▶ **TASK DETAILS**:
Copy out each line from the material where the word "network" is found.

START SOURCE INFORMATION

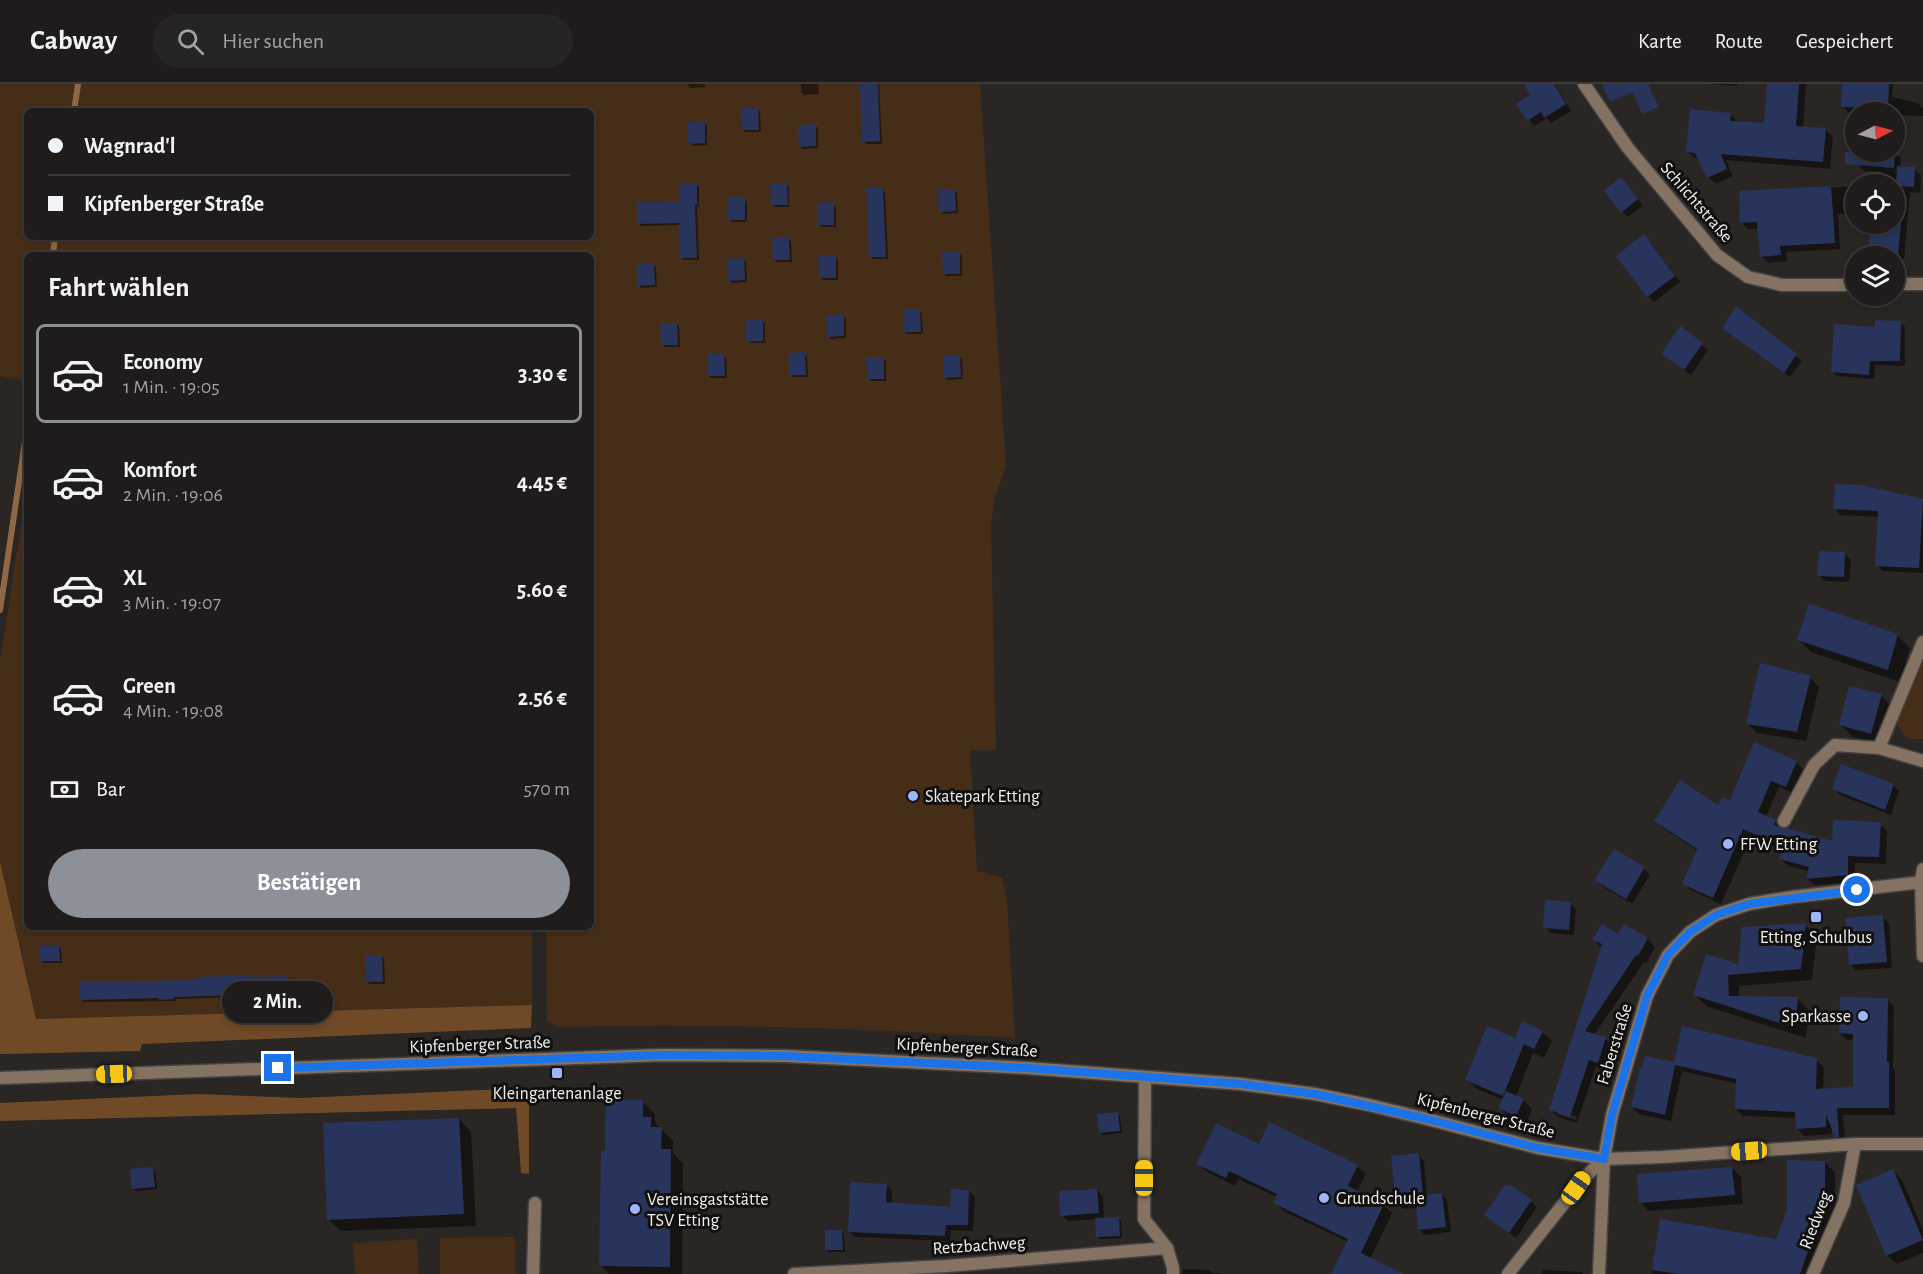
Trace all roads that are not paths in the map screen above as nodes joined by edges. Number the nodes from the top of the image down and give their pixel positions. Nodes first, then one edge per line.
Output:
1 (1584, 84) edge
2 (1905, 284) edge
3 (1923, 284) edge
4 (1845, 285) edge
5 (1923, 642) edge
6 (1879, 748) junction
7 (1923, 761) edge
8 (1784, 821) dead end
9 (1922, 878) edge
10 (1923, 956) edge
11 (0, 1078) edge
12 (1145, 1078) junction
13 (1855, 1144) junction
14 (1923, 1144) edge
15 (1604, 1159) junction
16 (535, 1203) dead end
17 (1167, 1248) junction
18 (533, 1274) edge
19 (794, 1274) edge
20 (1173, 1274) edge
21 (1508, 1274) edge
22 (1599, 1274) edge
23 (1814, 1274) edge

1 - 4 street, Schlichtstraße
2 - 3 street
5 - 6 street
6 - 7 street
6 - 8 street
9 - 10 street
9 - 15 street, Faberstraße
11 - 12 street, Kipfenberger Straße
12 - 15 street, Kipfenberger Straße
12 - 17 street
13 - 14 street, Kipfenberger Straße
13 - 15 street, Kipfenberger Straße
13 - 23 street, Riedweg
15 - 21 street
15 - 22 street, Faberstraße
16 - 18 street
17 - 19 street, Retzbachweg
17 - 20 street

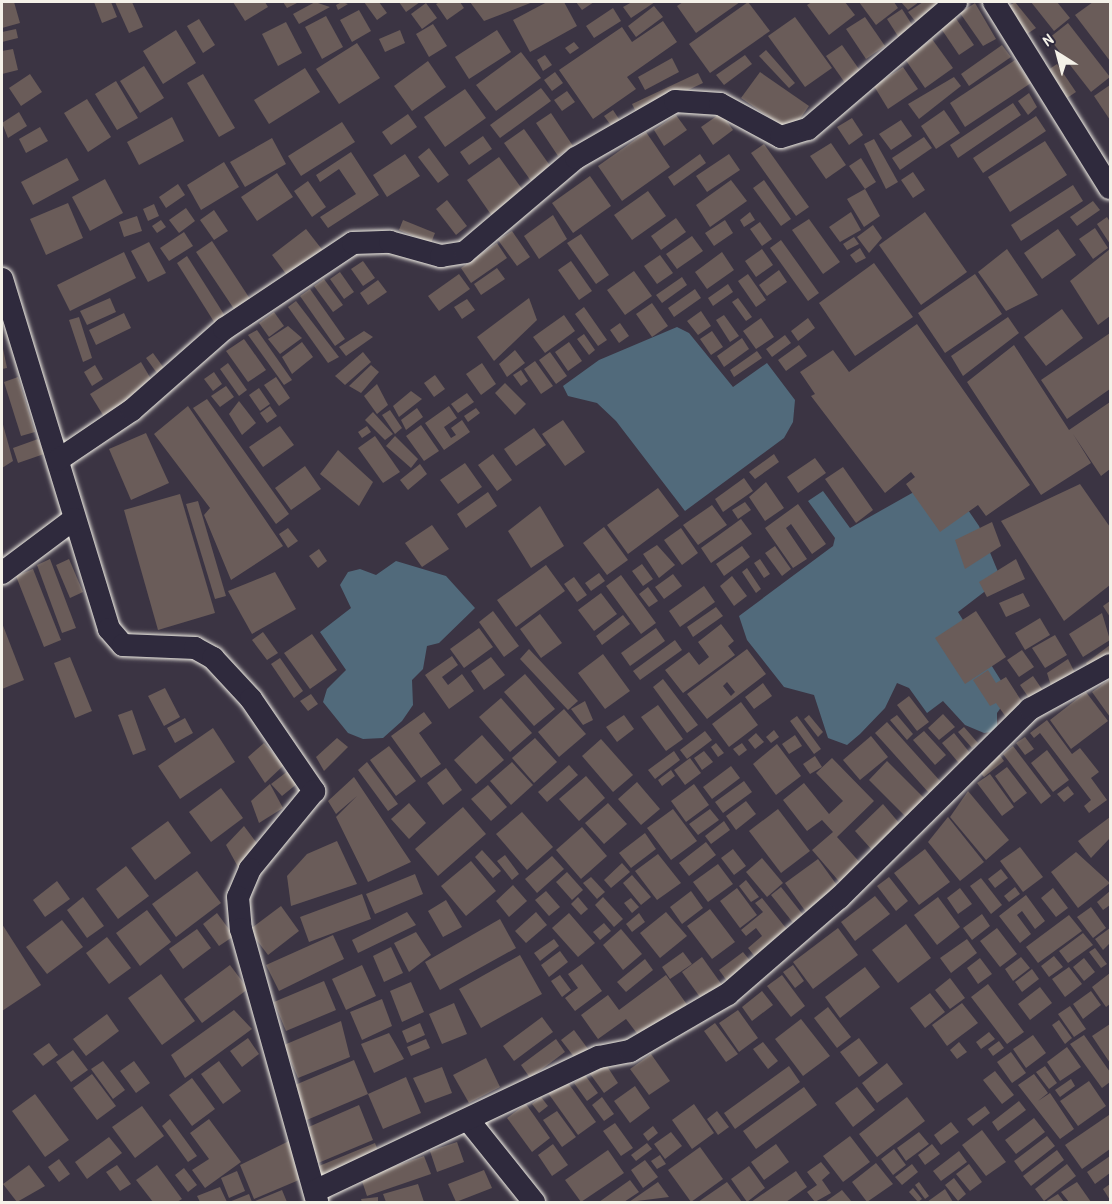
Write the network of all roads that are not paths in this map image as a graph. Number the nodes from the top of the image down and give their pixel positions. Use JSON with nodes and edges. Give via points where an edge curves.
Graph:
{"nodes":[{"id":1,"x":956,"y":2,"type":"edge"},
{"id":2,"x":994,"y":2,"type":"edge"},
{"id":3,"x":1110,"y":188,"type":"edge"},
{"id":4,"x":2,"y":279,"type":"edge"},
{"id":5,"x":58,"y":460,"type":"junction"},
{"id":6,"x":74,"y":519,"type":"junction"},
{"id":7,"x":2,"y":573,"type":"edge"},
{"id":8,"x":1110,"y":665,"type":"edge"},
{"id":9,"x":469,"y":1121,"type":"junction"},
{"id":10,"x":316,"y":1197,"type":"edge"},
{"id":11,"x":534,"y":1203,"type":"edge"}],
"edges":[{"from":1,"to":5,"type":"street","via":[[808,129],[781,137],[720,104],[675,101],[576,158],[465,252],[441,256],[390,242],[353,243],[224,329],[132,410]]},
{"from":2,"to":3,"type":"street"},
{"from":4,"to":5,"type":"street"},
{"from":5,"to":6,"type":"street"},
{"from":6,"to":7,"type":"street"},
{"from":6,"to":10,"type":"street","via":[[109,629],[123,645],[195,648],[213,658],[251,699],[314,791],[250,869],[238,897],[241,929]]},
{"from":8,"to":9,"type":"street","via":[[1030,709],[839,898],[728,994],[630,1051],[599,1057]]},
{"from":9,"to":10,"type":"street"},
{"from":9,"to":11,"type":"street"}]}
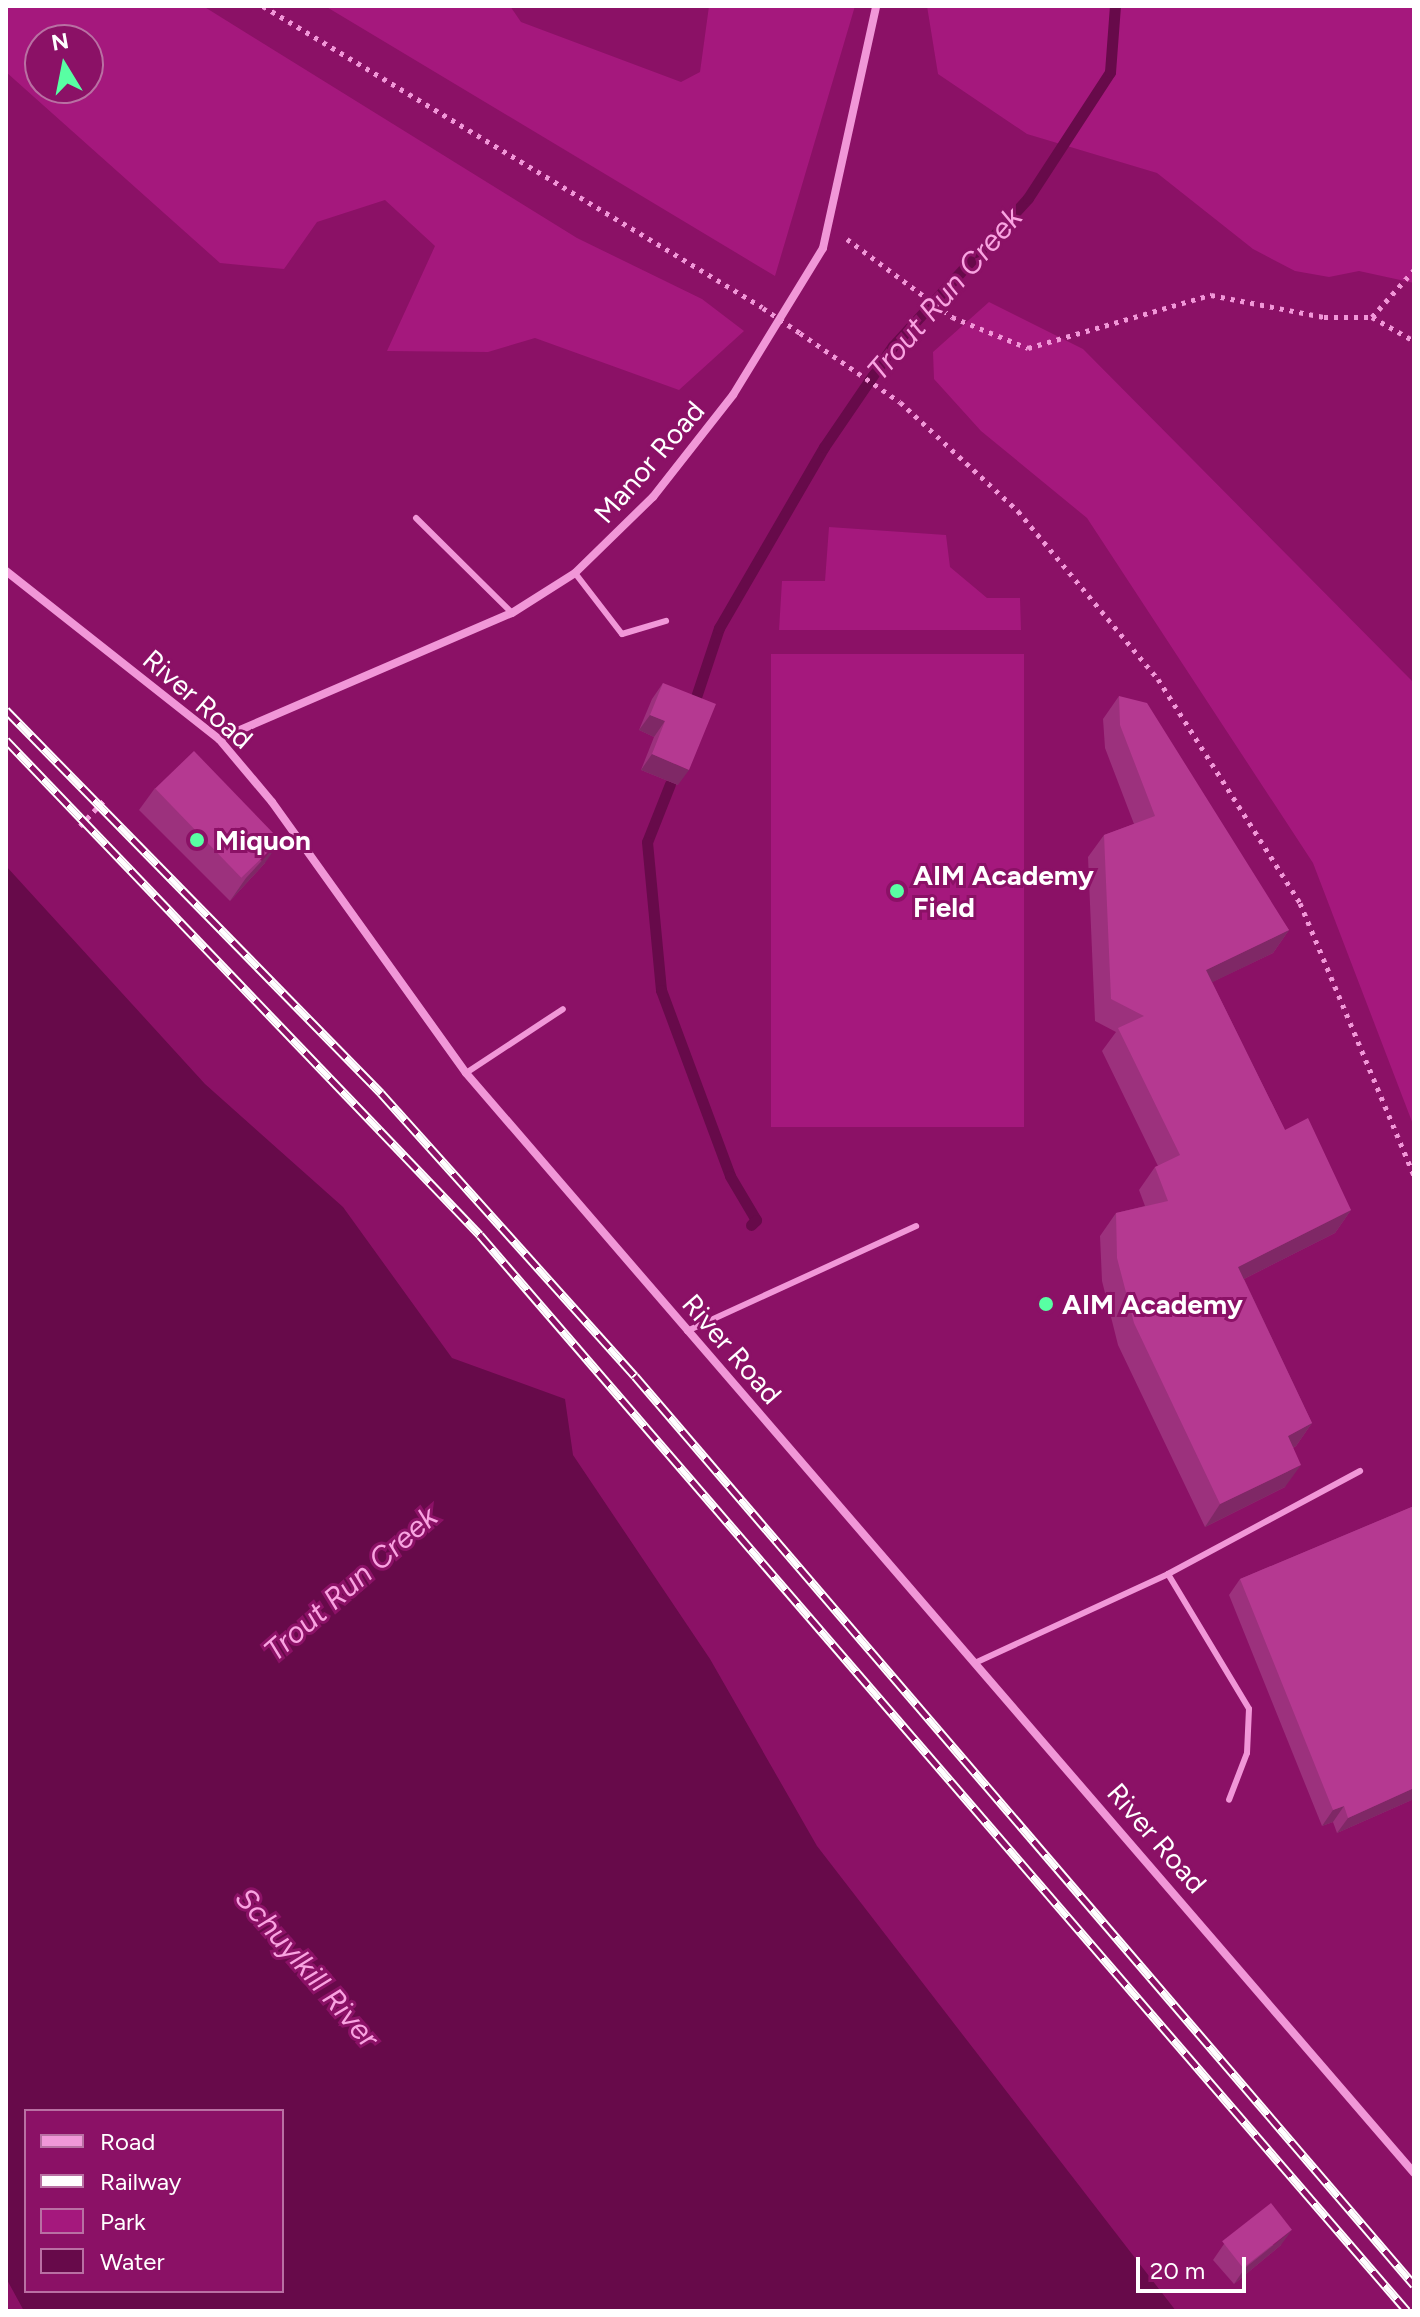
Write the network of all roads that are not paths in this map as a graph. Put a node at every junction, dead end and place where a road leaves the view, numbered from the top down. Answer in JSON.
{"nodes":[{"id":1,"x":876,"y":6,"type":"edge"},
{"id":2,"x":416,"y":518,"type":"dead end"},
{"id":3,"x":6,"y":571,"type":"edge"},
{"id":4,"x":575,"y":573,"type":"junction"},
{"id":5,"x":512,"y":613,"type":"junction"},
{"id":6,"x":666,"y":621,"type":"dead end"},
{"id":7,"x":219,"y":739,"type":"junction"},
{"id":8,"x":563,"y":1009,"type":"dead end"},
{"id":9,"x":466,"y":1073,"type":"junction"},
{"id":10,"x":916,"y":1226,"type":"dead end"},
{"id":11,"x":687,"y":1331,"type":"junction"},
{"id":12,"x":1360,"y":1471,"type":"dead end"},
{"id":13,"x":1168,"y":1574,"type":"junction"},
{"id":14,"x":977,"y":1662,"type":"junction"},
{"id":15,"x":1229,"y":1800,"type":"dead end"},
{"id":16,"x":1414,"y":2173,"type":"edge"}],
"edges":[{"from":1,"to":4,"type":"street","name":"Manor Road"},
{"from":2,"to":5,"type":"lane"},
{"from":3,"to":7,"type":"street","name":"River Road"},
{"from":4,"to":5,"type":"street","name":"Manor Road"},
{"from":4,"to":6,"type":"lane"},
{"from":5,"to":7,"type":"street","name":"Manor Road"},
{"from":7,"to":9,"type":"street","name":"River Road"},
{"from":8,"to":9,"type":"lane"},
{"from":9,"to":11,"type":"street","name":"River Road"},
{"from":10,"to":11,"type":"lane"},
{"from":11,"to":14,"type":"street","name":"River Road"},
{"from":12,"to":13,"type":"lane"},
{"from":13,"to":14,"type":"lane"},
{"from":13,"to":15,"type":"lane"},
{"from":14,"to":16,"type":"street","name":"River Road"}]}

END SOURCE INFORMATION

▶ **TASK RESULT**:
Write the network of all roads that are not paths in this map image as a graph. Number the nodes from the top of the image down and give their pixel positions. Use JSON with nodes and edges. Give via points where an edge curves.
Write the network of all roads that are not paths in this map as a graph. Put a node at every junction, dead end and place where a road leaves the view, numbered from the top down. Answer in JSON.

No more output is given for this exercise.